What you need to do >> In the entries below, find each line bearing the string "TURMSTRASSE" and copy it.

Records for the exercise >>
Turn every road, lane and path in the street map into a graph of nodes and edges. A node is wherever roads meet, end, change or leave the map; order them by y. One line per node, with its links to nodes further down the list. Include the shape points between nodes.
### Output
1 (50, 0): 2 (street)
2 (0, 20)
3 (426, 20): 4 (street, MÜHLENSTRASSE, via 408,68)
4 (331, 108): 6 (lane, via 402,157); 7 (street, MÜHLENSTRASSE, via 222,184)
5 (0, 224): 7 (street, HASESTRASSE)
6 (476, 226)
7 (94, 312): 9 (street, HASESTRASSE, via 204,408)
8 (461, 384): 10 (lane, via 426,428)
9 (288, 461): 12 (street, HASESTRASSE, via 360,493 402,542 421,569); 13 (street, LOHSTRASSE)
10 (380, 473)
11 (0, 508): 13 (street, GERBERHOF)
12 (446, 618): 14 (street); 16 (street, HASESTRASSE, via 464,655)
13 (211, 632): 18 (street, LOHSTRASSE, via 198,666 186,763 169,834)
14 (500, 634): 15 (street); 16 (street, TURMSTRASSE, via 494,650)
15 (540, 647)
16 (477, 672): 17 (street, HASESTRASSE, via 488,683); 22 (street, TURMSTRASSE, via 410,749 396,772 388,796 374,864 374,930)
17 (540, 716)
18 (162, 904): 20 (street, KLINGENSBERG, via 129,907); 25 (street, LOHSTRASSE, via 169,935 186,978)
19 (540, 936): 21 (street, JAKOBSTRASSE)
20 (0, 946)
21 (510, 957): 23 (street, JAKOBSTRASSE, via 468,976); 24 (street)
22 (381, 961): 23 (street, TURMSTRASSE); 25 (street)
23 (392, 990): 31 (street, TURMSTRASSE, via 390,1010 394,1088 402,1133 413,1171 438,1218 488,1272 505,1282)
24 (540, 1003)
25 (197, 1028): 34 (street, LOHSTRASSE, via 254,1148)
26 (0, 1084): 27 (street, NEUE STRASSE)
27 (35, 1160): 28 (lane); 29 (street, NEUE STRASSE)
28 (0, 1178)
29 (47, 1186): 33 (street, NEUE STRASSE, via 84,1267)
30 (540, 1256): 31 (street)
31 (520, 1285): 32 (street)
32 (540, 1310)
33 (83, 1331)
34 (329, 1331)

Task response >>
14 (500, 634): 15 (street); 16 (street, TURMSTRASSE, via 494,650)
16 (477, 672): 17 (street, HASESTRASSE, via 488,683); 22 (street, TURMSTRASSE, via 410,749 396,772 388,796 374,864 374,930)
22 (381, 961): 23 (street, TURMSTRASSE); 25 (street)
23 (392, 990): 31 (street, TURMSTRASSE, via 390,1010 394,1088 402,1133 413,1171 438,1218 488,1272 505,1282)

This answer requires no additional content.